Anxieux de conserver le contrôle de GM, Durant distribue un premier dividende en 1917, puis en 1919 un autre de 22 millions de dollars, sur un bénéfice de 60 millions de dollars. Il se lance dans de nouveaux achats d'actions, à crédit, détenant pour 35 millions de dollars d'actions GM, ce qui inquiète ses amis. Lors de la déflation de 1920, il est lâché par DuPont de Nemours, qui détient un quart du capital, et doit quitter la direction de GM. Henry Ford a de son côté trouvé sans difficultés les 75 millions de dollars pour acheter les parts de ses actionnaires minoritaires, grâce à 20 millions de dollars de trésorerie, le reste étant avancé par les banques[5], qui sont remboursées rapidement, Ford contrôlant 60% du marché américain dès 1923[6]. Dans les années 1930, GM prend l'avantage, grâce à ses nombreuses marques.


En 1918, il lance la marque Frigidaire, qui fabrique à l'origine des réfrigérateurs, et plus tard, une gamme complète d'électroménagers et des climatiseurs pour voitures. En 1919, GM crée General Motors Acceptance Corporation (GMAC), société de financement des concessionnaires. En 1919, les frères Dodge, fournisseurs de moteurs, qui figurent parmi les douze premiers associés, se plaignent du manque de dividendes. Ils obtiennent en justice 19 millions de dollars. Et en 1920 William C. Durant est mis en minorité par son allié, Pierre S. du Pont (en), président du groupe chimique éponyme. La famille Dupont prend jusqu'à 40 % du capital de GM pendant la crise.

Ford profite de ces conflits d'actionnaires pour reprendre l’avantage, puis creuser l’écart. Sa Ford T prend 60 % du marché du neuf en 1921. La dix-millionième sort en 1924, soit une moyenne d’un million par an sur dix ans. Malgré l'émergence de ce géant, il reste encore quarante-quatre constructeurs américains en 1929.

En 1923, une dispute politique permet à l’industriel du roulement à billes, Alfred P. Sloan, supporteur du futur président républicain Herbert Hoover, d’évincer William C. Durant de la présidence de GM, qu’il dirigera jusqu’en 1956. Sloan planifie l’obsolescence et les politiques de prix, encourageant le consommateur américain à rester fidèle à la « famille » Chevrolet, Pontiac, Oldsmobile, Buick et Cadillac à mesure que ses goûts changent. Il obtient le remplacement des tramways par des autobus auprès des pouvoirs publics, puis en 1956 le lancement du programme autoroutier d'Eisenhower.

1912-1942 : Années de guerre[modifier | modifier le code]

En 1929 et 1930, General Motors fait l'acquisition de la plus grande usine automobile d'Allemagne, celle d'Opel. Sous le régime hitlérien, la production se tourne vers le secteur militaire. Cette nouvelle orientation augmente les bénéfices engendrés par GM. Fin 1939, la valeur d'Opel dépasse les 86 millions de dollars soit près du double de l'investissement initial de GM (45 millions de dollars)[7].
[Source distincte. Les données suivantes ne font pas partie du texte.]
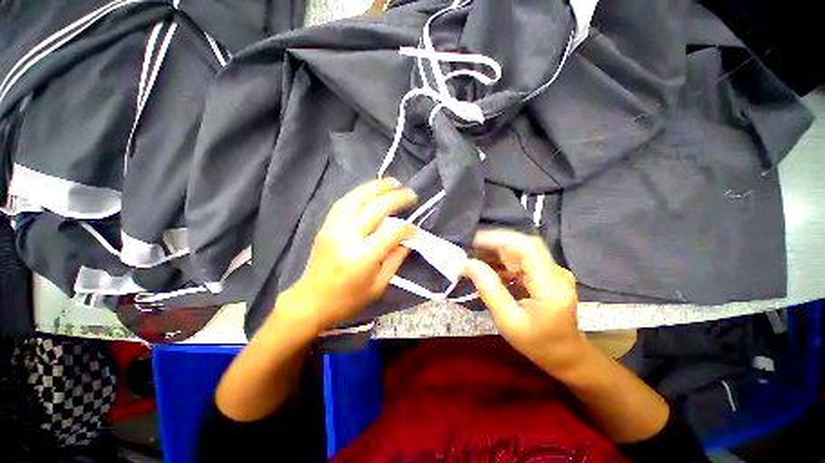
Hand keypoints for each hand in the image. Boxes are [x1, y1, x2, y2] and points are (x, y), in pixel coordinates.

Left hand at [282, 179, 417, 331]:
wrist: (311, 301)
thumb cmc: (348, 299)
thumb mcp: (379, 285)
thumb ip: (395, 259)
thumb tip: (408, 239)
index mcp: (362, 257)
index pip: (391, 232)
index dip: (407, 228)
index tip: (416, 229)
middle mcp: (347, 237)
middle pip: (376, 209)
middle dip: (396, 199)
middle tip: (411, 194)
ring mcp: (334, 228)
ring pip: (357, 199)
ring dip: (377, 187)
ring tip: (393, 182)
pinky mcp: (327, 225)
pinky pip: (344, 202)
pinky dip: (359, 192)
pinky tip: (370, 189)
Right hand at [464, 230, 586, 374]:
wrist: (566, 356)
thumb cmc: (538, 343)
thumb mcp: (508, 321)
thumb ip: (489, 289)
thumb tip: (469, 263)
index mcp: (551, 284)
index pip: (525, 247)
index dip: (497, 239)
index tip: (472, 242)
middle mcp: (555, 271)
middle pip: (522, 245)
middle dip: (493, 244)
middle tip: (469, 251)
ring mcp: (552, 271)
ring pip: (520, 250)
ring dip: (496, 252)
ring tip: (474, 260)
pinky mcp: (546, 273)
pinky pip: (521, 260)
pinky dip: (502, 261)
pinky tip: (488, 269)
À partir de février 1942, la GM (comme ses concurrents Ford et Chrysler ainsi que les autres constructeurs indépendants) reconvertit ses 94 usines pour l'effort de guerre américain durant la Seconde Guerre mondiale. Elle livre ainsi 854 000 des 2 665 196 véhicules militaires commandés par le ministère de la Guerre, 48 millions de munitions d'artillerie, 350 000 sous-ensembles de groupes motopropulseurs d'avion, 16 000 chars de combat, etc.

Durant cette période, ses usines allemandes d'Opel (acquises en 1929) sont sous le contrôle du régime nazi, mais seulement en façade. Le gouvernement allemand avait compris qu'une ingérence trop grande risquait de faire baisser la production et ainsi nuire à l'effort de guerre allemand[7]. Durant cette période, GM continua d'engranger des bénéfices, en exploitant une main d'œuvre bon marché, qui pouvait effectuer jusqu'à 60 heures par semaine. Elle utilisa une partie de ses bénéfices pour investir en Allemagne, en faisant notamment l'acquisition d'une fonderie à Leipzig en 1942, fabriquant des blocs moteurs pour Opel.
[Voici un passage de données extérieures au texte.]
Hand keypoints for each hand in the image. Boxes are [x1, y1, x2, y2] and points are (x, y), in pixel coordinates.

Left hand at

1989-2004[modifier | modifier le code]

En décembre 1989, GM acquiert 50 % de Saab Automobile AB. Dix ans plus tard, il acquiert l'autre tranche d'actions de Saab[8].

L'entreprise produit les marques Passport et Asüna au Canada au tout début des années 1990.

En 1996, GM lance la EV1[9], ce qui marquera le début du scandale de plus de six ans au sujet de la disparition soudaine de ce modèle entièrement électrique.

En 1998, les produits Geo ont été intégrés dans la gamme Chevrolet en 1998.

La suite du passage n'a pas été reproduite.